如果要拾取具有标识字符的多个输入端名称及对应的值,例如GptGnum,可以通过ghenv.Component.Params.Input方法获取,由属性Name提取输入端名称,由VolatileData.AllData(True)提取值。

进行分组时,为给出拾取点Gpt,由ClosestPoints()方法提取给定数量Gnum的最近点,并由最近点的索引(cp_index键)提取 voronoi 空间单元。

1_objs group (Python Script 组件)

  """分组几何对象.
    Inputs:
        objs: 待分组几何对象。 DS:List Access;TH:Geometry(Point3D.)
        pts: 参考索引点(通过计算最近点分组)。DS:List Access;TH:Point3D
        Gpt_n: 位置点列表。DS:List Access;TH:Point3D
        Gnum_n: 分组数量列表。 DS:Item Access;TH:int
    Output:
        group_objs: 分组几何对象
        group_idx: 分组索引
        """

ghenv.Component.Name = "1_objs group"
ghenv.Component.NickName = "1_objs group"
ghenv.Component.Description = "分组几何对象"
ghenv.Component.Message = "0.0.1"
ghenv.Component.Category = "Moths"
ghenv.Component.SubCategory = "Algorithm N Design"
ghenv.Component.AdditionalHelpFromDocStrings = "1"

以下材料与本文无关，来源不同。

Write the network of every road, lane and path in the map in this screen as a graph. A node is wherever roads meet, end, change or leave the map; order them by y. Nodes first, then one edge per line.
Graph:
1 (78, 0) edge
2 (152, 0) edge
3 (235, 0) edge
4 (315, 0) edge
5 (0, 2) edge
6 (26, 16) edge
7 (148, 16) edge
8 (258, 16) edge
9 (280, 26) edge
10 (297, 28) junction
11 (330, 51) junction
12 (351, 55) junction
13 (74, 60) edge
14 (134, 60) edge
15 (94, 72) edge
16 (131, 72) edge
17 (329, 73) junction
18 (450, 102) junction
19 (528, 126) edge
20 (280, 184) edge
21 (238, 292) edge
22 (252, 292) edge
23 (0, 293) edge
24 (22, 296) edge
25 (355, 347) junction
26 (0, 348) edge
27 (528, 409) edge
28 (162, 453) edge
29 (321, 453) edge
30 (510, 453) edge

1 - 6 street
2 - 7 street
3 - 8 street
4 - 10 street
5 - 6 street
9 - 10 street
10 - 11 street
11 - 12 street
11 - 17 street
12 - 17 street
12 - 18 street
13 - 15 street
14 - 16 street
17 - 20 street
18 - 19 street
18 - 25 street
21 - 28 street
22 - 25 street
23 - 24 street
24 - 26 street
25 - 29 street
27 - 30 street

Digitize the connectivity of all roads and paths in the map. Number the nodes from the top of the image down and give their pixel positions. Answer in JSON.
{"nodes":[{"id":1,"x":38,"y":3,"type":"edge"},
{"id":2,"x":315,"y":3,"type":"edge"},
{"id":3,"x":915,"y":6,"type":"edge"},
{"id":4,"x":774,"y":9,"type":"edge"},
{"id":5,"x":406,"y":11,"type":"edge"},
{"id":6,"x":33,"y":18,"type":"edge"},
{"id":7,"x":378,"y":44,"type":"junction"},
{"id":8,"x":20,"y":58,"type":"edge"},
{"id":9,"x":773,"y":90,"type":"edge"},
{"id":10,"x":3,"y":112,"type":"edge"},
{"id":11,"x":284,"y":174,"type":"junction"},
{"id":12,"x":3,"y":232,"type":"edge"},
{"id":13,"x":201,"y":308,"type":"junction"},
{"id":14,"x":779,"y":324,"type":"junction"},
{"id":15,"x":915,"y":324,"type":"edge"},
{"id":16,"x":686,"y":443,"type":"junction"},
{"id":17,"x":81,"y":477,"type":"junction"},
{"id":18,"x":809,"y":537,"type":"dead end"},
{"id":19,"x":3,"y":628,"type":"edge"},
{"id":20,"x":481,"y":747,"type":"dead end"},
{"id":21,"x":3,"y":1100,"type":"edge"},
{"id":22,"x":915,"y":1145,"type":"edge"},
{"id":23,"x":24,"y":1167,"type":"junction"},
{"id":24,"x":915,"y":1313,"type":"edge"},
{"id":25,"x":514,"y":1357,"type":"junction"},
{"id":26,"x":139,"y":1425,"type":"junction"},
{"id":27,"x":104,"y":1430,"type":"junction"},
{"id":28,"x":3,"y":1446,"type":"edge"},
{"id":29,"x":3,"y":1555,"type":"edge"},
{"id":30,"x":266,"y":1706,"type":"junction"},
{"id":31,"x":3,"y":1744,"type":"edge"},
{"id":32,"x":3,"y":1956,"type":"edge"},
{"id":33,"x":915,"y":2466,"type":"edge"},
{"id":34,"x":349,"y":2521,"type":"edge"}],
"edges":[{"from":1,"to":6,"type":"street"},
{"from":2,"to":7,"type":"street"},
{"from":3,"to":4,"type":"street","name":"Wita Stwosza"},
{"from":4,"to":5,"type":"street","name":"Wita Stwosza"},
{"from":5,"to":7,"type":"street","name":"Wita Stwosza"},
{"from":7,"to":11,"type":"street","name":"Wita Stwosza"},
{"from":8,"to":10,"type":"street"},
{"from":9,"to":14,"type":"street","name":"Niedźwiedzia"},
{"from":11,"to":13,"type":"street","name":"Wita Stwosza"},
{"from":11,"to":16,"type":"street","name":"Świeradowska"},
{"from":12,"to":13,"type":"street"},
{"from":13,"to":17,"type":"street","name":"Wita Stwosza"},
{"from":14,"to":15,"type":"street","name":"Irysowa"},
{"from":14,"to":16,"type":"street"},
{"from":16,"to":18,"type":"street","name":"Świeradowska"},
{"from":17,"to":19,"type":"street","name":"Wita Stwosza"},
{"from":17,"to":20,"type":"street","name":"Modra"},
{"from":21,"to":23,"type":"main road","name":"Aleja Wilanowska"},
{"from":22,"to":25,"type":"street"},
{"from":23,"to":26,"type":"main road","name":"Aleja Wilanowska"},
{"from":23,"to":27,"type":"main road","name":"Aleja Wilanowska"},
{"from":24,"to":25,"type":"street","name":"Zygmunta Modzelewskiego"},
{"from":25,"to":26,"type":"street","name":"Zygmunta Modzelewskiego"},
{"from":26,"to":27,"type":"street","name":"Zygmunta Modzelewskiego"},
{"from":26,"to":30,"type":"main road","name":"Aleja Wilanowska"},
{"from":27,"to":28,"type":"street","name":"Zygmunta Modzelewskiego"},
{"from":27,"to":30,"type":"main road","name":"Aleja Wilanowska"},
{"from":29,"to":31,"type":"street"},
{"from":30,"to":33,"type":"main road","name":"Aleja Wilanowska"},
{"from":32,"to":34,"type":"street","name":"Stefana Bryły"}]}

import ghpythonlib.components as ghc
import ghpythonlib.treehelpers as th


def variable_inputs():
    """
    指定字符('Gpt','Gnum'),获取组件输入端参数变量名和对应的值

    Returns
    -------
    Gpt_Gnum : nested list(Geometry,int)
        包含'Gpt','Gnum'字符的输入参数值.
    Gpt_Gnum_keys: nested list(string)
        包含'Gpt','Gnum'字符的输入参数名.

    """
    # print([i.Name for i in ghenv.Component.Params.Input])
    Gpt_dict = {}
    Gnum_dict = {}
    input_values = lambda input: [
        item for item in input.VolatileData.AllData(True)
    ]
    # print(ghenv.Component.Params.Input)
    for i, input in enumerate(ghenv.Component.Params.Input):
        if "Gpt" in input.Name:
            Gpt_dict[input.Name] = input_values(input)
        elif "Gnum" in input.Name:
            Gnum_dict[input.Name] = input_values(input)

    Gpt_Gnum_keys = [
        (i, j)
        for j in Gnum_dict.keys()
        for i in Gpt_dict.keys()
        if i[-1] == j[-1]
    ]
    Gpt_Gnum = [(Gpt_dict[i], Gnum_dict[j]) for i, j in Gpt_Gnum_keys]
    return Gpt_Gnum, Gpt_Gnum_keys


def objs_group(objs, pts, Gpt_Gnum):
    """
    将对象按索引点,基于Gpt位置点分组

    Parameters
    ----------
    objs : Geometry
        待分组几何对象.
    pts : list(Point3D)
        参考索引点(通过计算最近点分组).
    Gpt_Gnum : list(Gpt_Gnum值)
        包含'Gpt','Gnum'字符的输入参数值.

    Returns
    -------
    group_objs_tree : tree(Geometry)
        分组几何对象.
    group_idx_tree : tree(int)
        分组索引.

    """
    group_objs = []
    group_idx = []
    for gpt, gnum in Gpt_Gnum:
        ptsCP = ghc.ClosestPoints(gpt, pts, gnum)
        ptsIdx = ptsCP["cp_index"]
        neighbor_pts = ptsCP["closest_point"]
        neighbor_objs = [objs[i] for i in ptsIdx]
        group_objs.append(neighbor_objs)
        group_idx.append(list(ptsIdx))

    group_objs_tree = th.list_to_tree(group_objs)
    group_idx_tree = th.list_to_tree(group_idx)
    return group_objs_tree, group_idx_tree


if __name__ == "__main__":
    if objs and pts:
        Gpt_Gnum, Gpt_Gnum_keys = variable_inputs()
        print("Gpt_Gnum info:{}".format(Gpt_Gnum_keys))
        group_objs, group_idx = objs_group(objs, pts, Gpt_Gnum)
  

2.5.3 节点连通(最短路径)- Dijkstra’s algorithm

可以对比“组件式模块_逐步计算与算法解析”部分给出的 Dijkstra 算法实现方式,此次给出的方法直接将算法与几何对象绑定。相对将几何对象和算法分离的方式,不难发现该种方式更复杂,在考虑算法的同时,需要解决空间几何对象构建的问题,增加了代码书写的难度,也容易在书写过程中增加出错的几率。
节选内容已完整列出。